Por Nicolás Suazo, socio de Garnham Abogados
La reciente entrada en vigencia de la Ley sobre desalinización marca un avance relevante en la evolución del régimen hídrico en Chile. Por primera vez, se establece un marco jurídico específico para la extracción, tratamiento y aprovechamiento del agua de mar, consolidando una práctica que la minería venía adoptando desde hace años como respuesta a la escasez hídrica.
La ley introduce un régimen concesional especial, otorgado por decreto supremo, que habilita el uso de bienes nacionales de uso público para estos fines, junto con mecanismos de planificación como la Estrategia Nacional de Desalinización.

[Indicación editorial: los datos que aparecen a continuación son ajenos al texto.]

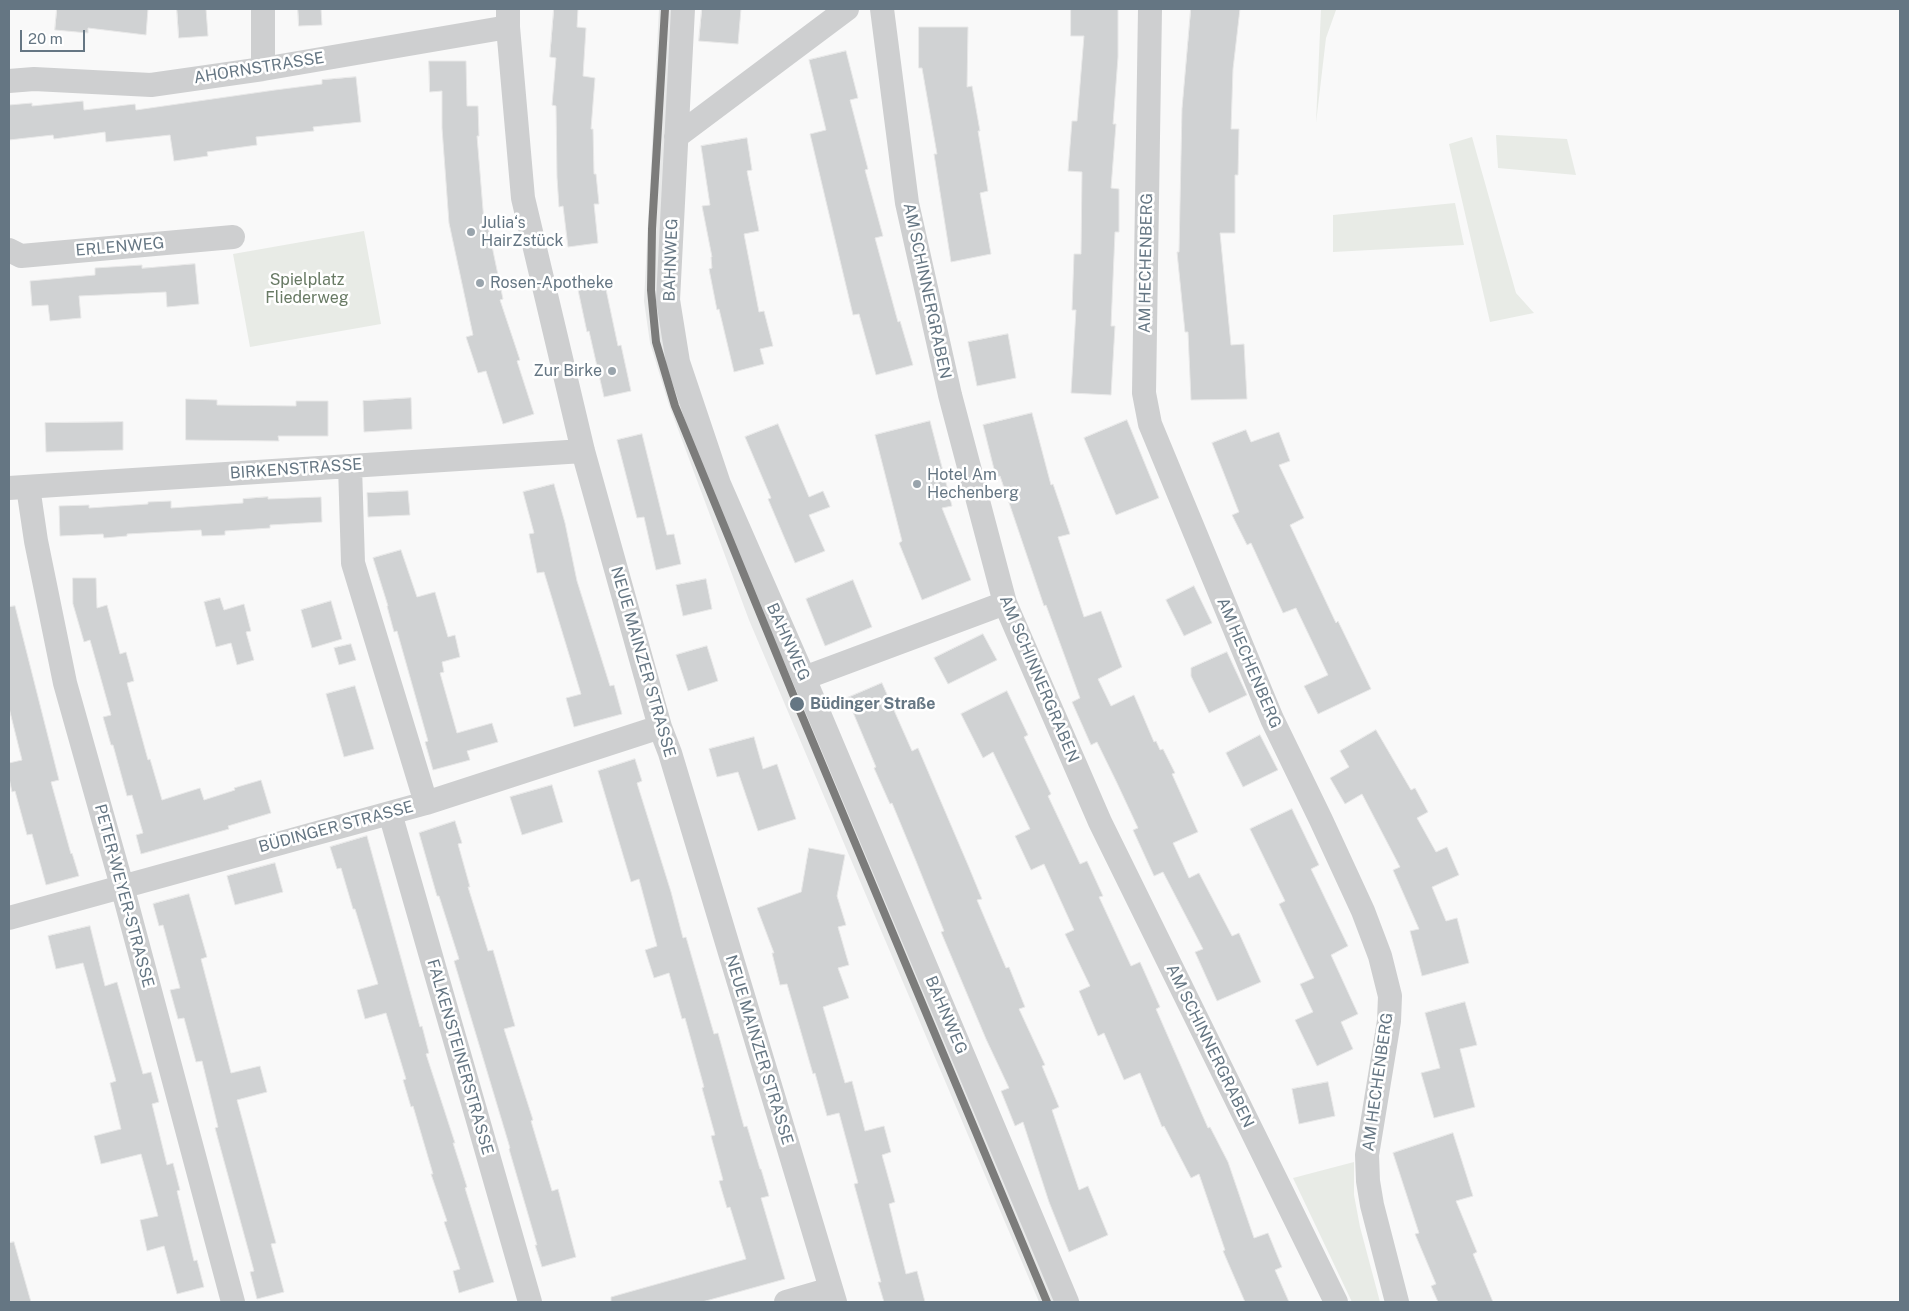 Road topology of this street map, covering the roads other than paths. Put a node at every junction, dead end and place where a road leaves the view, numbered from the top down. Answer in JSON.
{"nodes":[{"id":1,"x":263,"y":9,"type":"edge"},
{"id":2,"x":683,"y":9,"type":"edge"},
{"id":3,"x":848,"y":9,"type":"edge"},
{"id":4,"x":882,"y":9,"type":"edge"},
{"id":5,"x":1150,"y":9,"type":"edge"},
{"id":6,"x":508,"y":18,"type":"edge"},
{"id":7,"x":263,"y":69,"type":"junction"},
{"id":8,"x":9,"y":81,"type":"edge"},
{"id":9,"x":676,"y":137,"type":"junction"},
{"id":10,"x":233,"y":237,"type":"dead end"},
{"id":11,"x":9,"y":250,"type":"edge"},
{"id":12,"x":583,"y":451,"type":"junction"},
{"id":13,"x":350,"y":466,"type":"junction"},
{"id":14,"x":19,"y":487,"type":"edge"},
{"id":15,"x":1005,"y":603,"type":"junction"},
{"id":16,"x":804,"y":678,"type":"junction"},
{"id":17,"x":660,"y":727,"type":"junction"},
{"id":18,"x":426,"y":803,"type":"junction"},
{"id":19,"x":390,"y":813,"type":"junction"},
{"id":20,"x":122,"y":886,"type":"junction"},
{"id":21,"x":9,"y":918,"type":"edge"},
{"id":22,"x":833,"y":1296,"type":"edge"},
{"id":23,"x":233,"y":1302,"type":"edge"},
{"id":24,"x":530,"y":1302,"type":"edge"},
{"id":25,"x":786,"y":1302,"type":"edge"},
{"id":26,"x":1067,"y":1302,"type":"edge"},
{"id":27,"x":1336,"y":1302,"type":"edge"},
{"id":28,"x":1397,"y":1302,"type":"edge"}],
"edges":[{"from":1,"to":7,"type":"street"},
{"from":2,"to":9,"type":"street","name":"BAHNWEG"},
{"from":3,"to":9,"type":"street"},
{"from":4,"to":15,"type":"street","name":"AM SCHINNERGRABEN"},
{"from":5,"to":28,"type":"street","name":"AM HECHENBERG"},
{"from":6,"to":7,"type":"street","name":"AHORNSTRASSE"},
{"from":6,"to":12,"type":"street","name":"NEUE MAINZER STRASSE"},
{"from":7,"to":8,"type":"street","name":"AHORNSTRASSE"},
{"from":9,"to":16,"type":"street","name":"BAHNWEG"},
{"from":10,"to":11,"type":"street","name":"ERLENWEG"},
{"from":12,"to":13,"type":"street","name":"BIRKENSTRASSE"},
{"from":12,"to":17,"type":"street","name":"NEUE MAINZER STRASSE"},
{"from":13,"to":14,"type":"street","name":"BIRKENSTRASSE"},
{"from":13,"to":18,"type":"street"},
{"from":14,"to":20,"type":"street","name":"PETER-WEYER-STRASSE"},
{"from":15,"to":16,"type":"street"},
{"from":15,"to":27,"type":"street","name":"AM SCHINNERGRABEN"},
{"from":16,"to":26,"type":"street","name":"BAHNWEG"},
{"from":17,"to":18,"type":"street","name":"BÜDINGER STRASSE"},
{"from":17,"to":22,"type":"street","name":"NEUE MAINZER STRASSE"},
{"from":18,"to":19,"type":"street","name":"BÜDINGER STRASSE"},
{"from":19,"to":20,"type":"street","name":"BÜDINGER STRASSE"},
{"from":19,"to":24,"type":"street","name":"FALKENSTEINERSTRASSE"},
{"from":20,"to":21,"type":"street","name":"BÜDINGER STRASSE"},
{"from":20,"to":23,"type":"street","name":"PETER-WEYER-STRASSE"},
{"from":22,"to":25,"type":"street"}]}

Con ello, se busca dotar de certeza jurídica a inversiones intensivas en infraestructura y reducir la presión sobre fuentes continentales.

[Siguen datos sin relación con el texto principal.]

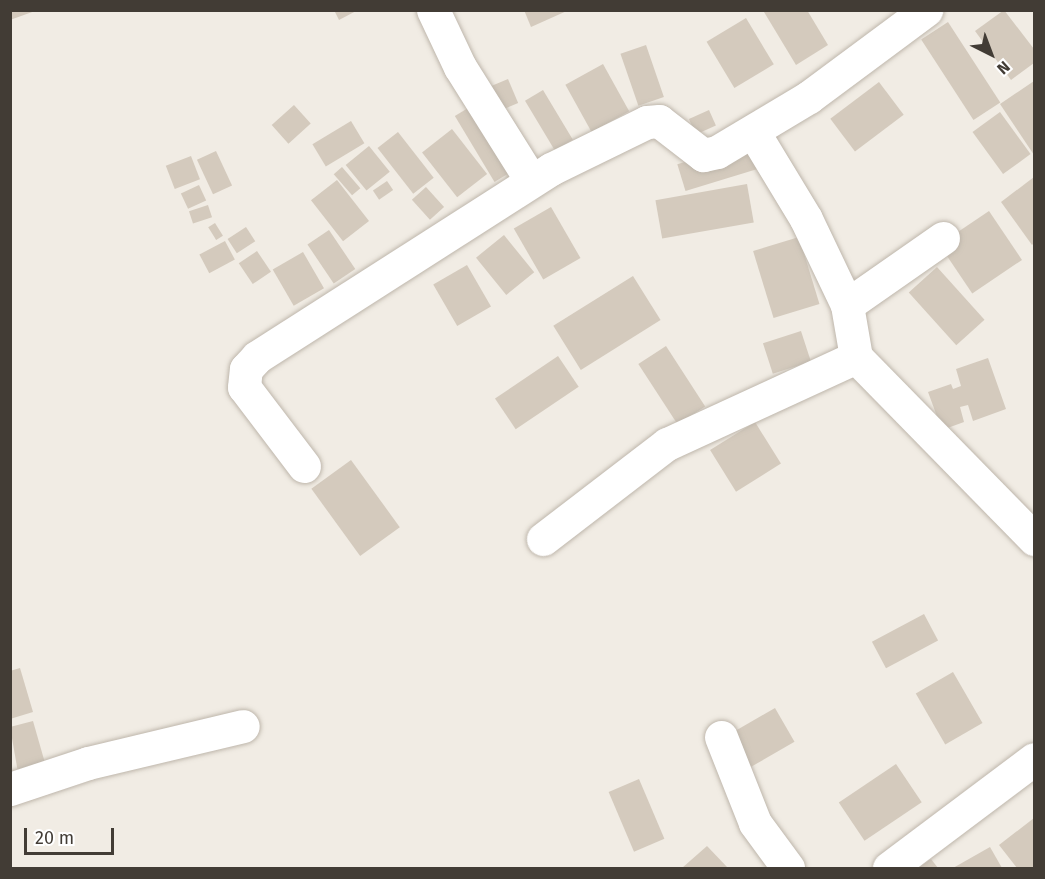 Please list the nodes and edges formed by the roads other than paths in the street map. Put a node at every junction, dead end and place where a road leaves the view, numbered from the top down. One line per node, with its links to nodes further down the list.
1 (434, 10): 4 (street)
2 (926, 10): 3 (street)
3 (754, 134): 4 (street); 6 (street)
4 (531, 180): 8 (street)
5 (942, 238): 6 (street)
6 (847, 304): 7 (street)
7 (856, 357): 9 (street); 10 (street)
8 (304, 466)
9 (543, 539)
10 (1035, 539)
11 (243, 726): 14 (street)
12 (721, 737): 15 (street)
13 (1035, 759): 16 (street)
14 (10, 789)
15 (788, 868)
16 (890, 868) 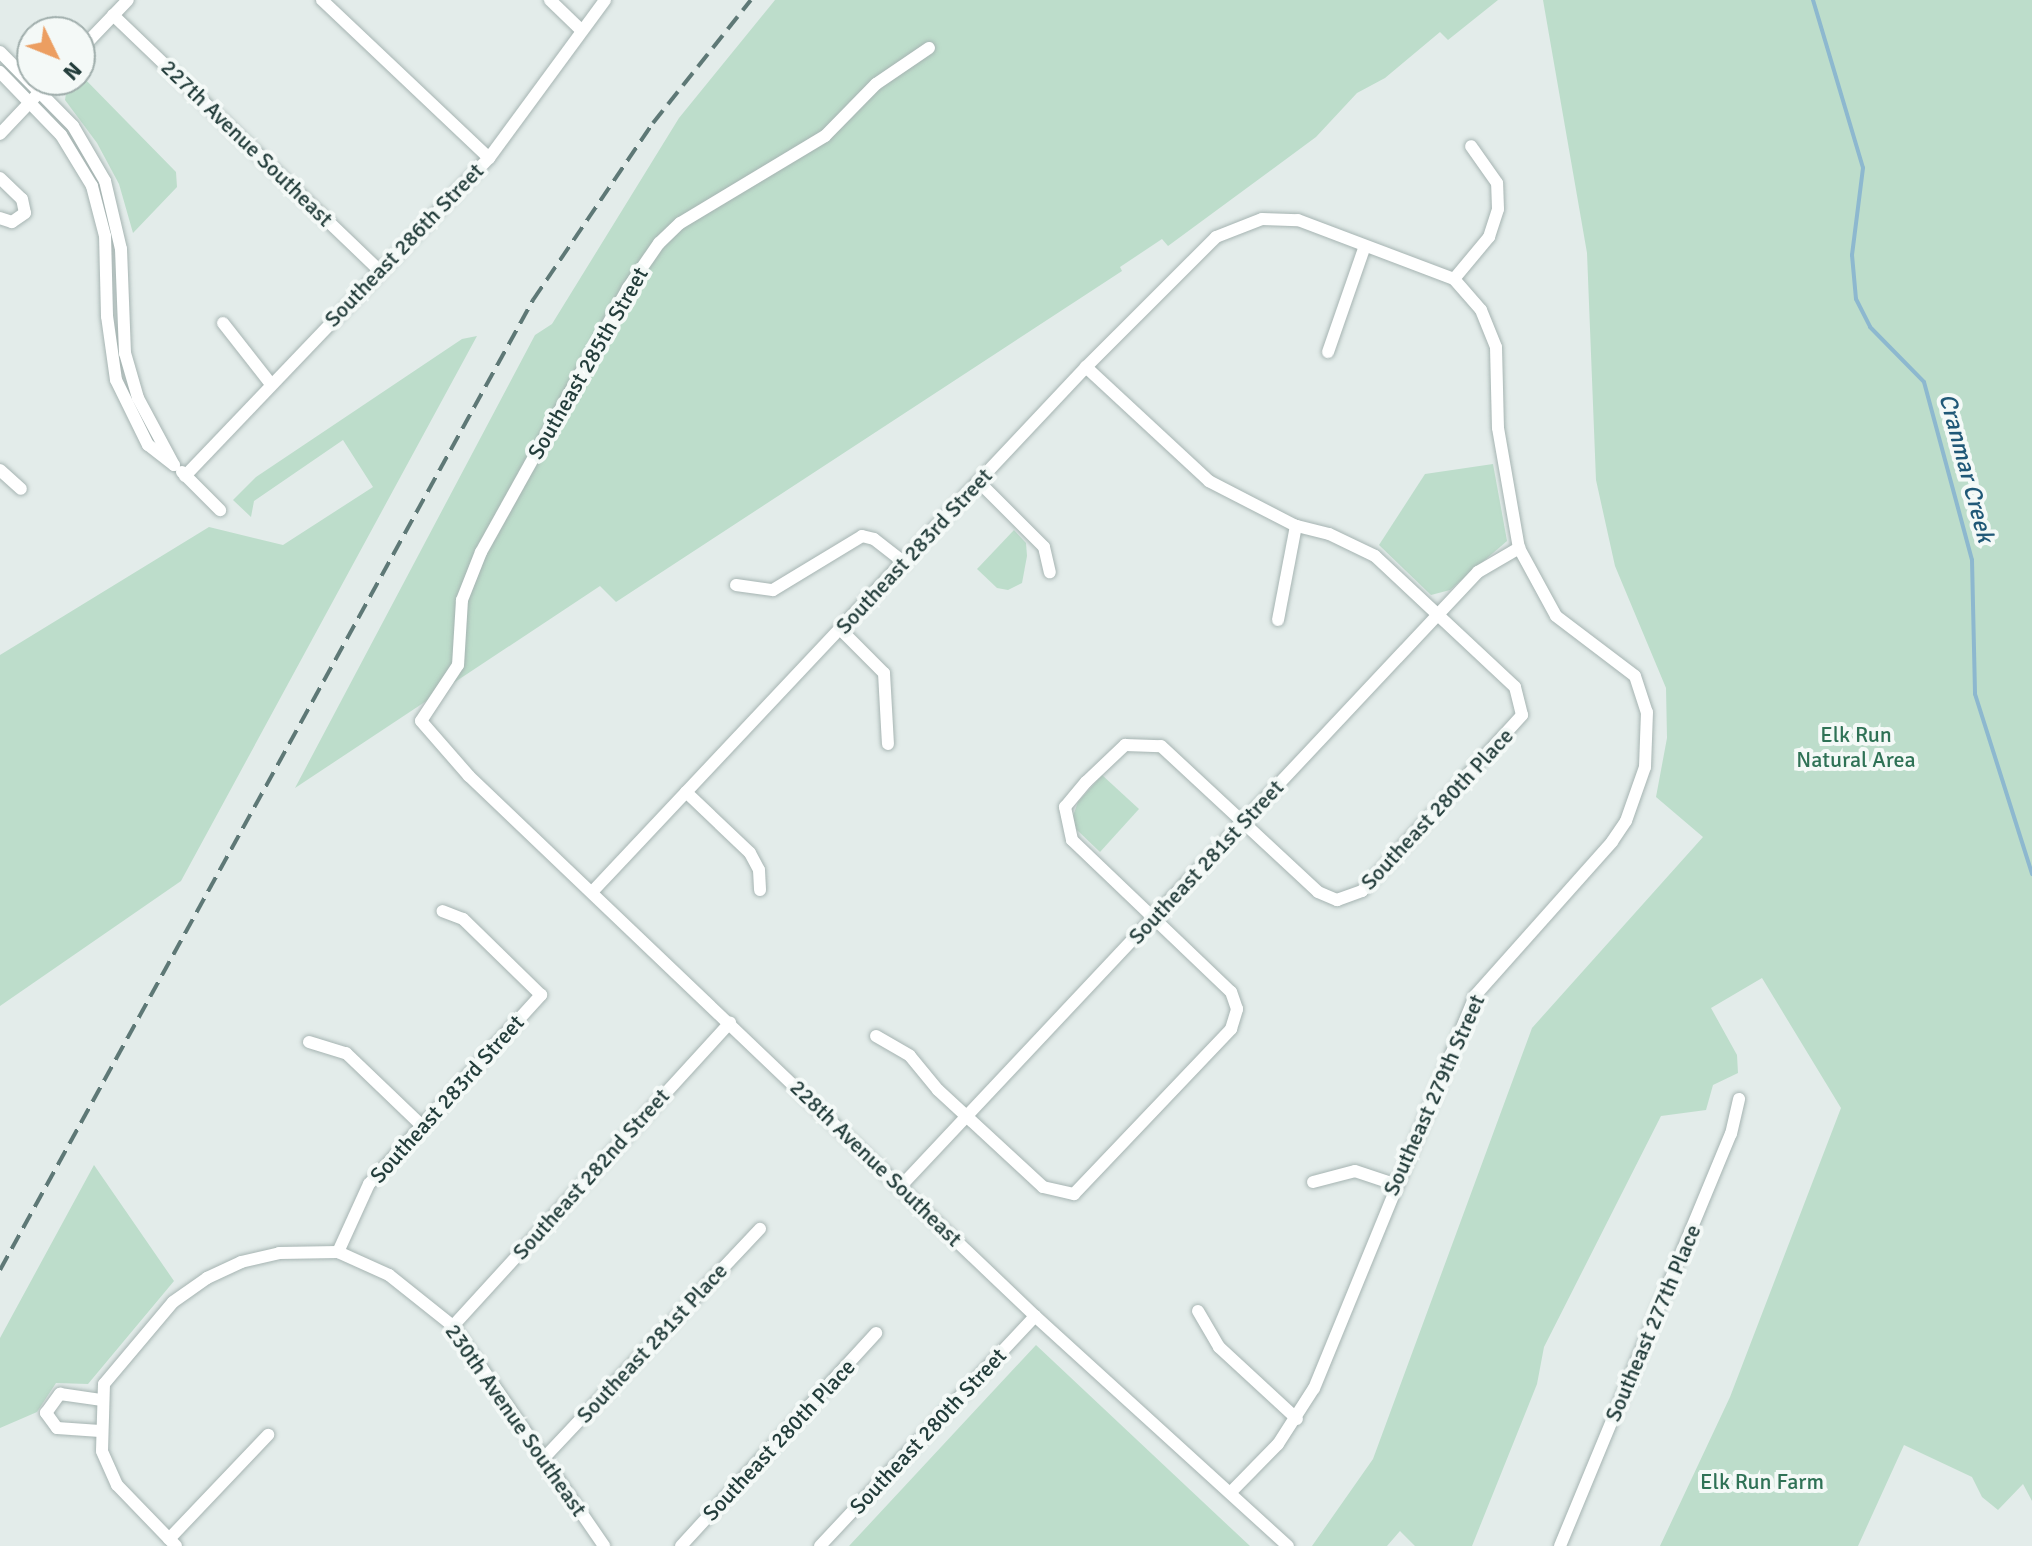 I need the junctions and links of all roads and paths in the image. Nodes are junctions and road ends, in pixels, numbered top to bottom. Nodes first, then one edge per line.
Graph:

Sin embargo, esta regulación sostenible deja al descubierto una tensión jurídica que aún no encuentra una solución clara: la relación entre el uso de agua desalinizada y el sistema tradicional de derechos de aprovechamiento de aguas.
El Código de Aguas establece un incentivo robusto al uso efectivo de los derechos, mediante el cobro de una patente por no uso. Este mecanismo, diseñado para evitar la especulación y promover la utilización del recurso, obliga a los titulares a mantener obras suficientes que permitan ejercer el derecho, bajo sanción de pago anual e incluso remate en caso de incumplimiento.
El problema surge cuando proyectos mineros migran hacia la desalación como fuente principal, pero mantienen derechos de aguas continentales como respaldo estratégico. En tales casos, estos derechos pueden no utilizarse de manera efectiva, quedando expuestos al pago de patentes crecientes, sin que la normativa reconozca expresamente su función de “seguro hídrico”.
Renunciar a dichos derechos tampoco aparece como una alternativa razonable. La operación minera exige continuidad, y en ese contexto la desalación —pese a sus ventajas— no elimina el riesgo hídrico, sino que lo desplaza hacia una infraestructura compleja y vulnerable a fallas técnicas, energéticas o logísticas.
Desde un punto de vista jurídico-operacional, esto no es un asunto menor. La interrupción del suministro de agua afecta directamente procesos críticos como molienda y flotación, pudiendo derivar en la reducción o paralización de actividades. En consecuencia, el agua deja de ser un insumo más y pasa a constituir un elemento esencial de continuidad operacional.
En este escenario, el reúso de aguas aparece como una pieza clave aún en desarrollo. Actualmente, Chile carece de un marco integral en la materia, existiendo solo regulaciones parciales, aunque se encuentra en tramitación un proyecto de ley que busca establecer un régimen para la reutilización de aguas residuales tratadas como nueva fuente hídrica. Su avance es relevante, en la medida que permite configurar sistemas más resilientes y diversificados.
Con todo, el principal desafío sigue siendo institucional. La Ley de Desalinización constituye un primer paso, pero requiere ser complementada con una política pública integrada que aborde de manera coherente la interacción entre desalación, reúso y aguas continentales.En particular, será necesario definir el tratamiento jurídico de los derechos de agua utilizados como respaldo, incorporar criterios de resiliencia en la evaluación y gestión de proyectos y avanzar en una planificación hídrica a escala territorial.
La experiencia comparada muestra que la desalación solo alcanza su potencial cuando se inserta en una estrategia nacional que articula fuentes, actores e infraestructura. Chile ha dado un paso importante, pero aún queda pendiente resolver cómo garantizar no solo el acceso al agua, sino su disponibilidad efectiva en todo momento.